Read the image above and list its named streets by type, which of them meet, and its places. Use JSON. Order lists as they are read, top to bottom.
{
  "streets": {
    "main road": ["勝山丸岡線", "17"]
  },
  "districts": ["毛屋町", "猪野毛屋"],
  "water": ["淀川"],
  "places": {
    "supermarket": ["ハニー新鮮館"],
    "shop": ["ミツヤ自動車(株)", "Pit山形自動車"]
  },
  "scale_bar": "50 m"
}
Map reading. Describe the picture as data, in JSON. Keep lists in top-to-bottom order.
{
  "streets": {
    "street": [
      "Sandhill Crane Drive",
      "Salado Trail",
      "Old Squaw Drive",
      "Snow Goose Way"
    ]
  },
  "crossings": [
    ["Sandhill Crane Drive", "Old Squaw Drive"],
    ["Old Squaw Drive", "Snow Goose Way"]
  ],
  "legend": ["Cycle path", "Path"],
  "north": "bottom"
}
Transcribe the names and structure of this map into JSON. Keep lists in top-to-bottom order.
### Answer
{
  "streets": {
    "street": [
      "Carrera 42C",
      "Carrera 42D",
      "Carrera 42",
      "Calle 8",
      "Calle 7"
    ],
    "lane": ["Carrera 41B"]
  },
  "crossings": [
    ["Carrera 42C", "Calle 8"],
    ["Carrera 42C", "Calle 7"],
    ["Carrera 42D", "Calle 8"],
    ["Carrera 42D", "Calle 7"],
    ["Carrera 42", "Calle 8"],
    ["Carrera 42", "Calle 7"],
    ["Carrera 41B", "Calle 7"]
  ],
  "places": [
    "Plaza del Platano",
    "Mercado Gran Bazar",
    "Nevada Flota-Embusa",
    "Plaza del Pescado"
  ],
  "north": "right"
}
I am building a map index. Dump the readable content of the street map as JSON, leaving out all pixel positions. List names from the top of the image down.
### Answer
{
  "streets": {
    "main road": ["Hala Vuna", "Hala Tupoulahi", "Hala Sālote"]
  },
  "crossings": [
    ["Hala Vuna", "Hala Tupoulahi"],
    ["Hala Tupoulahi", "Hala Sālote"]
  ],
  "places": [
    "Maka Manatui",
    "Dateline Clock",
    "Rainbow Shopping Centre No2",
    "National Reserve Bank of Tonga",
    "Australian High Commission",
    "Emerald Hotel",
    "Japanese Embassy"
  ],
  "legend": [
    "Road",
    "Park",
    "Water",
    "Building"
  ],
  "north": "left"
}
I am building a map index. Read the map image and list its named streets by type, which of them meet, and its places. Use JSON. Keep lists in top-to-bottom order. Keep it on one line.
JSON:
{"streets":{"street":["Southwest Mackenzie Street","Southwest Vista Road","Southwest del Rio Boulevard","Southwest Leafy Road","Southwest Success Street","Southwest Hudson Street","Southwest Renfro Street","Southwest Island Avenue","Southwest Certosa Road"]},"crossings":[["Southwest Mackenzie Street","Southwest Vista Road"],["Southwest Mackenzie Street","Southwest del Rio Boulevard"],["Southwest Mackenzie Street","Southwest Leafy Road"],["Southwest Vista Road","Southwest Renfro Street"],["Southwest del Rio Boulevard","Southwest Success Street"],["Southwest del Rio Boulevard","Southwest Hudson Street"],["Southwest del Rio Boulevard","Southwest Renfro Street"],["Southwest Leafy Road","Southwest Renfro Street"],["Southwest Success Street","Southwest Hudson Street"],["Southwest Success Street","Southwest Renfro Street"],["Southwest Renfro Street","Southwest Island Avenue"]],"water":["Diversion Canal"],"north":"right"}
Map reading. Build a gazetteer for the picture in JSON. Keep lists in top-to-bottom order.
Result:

**WHAT IS REQUIRED**
Copy out, from the records above, every line that holds the string "names".

**SOLUTION FOR THIS PROBLEM**
Transcribe the names and structure of this map into JSON. Keep lists in top-to-bottom order.
I am building a map index. Dump the readable content of the street map as JSON, leaving out all pixel positions. List names from the top of the image down.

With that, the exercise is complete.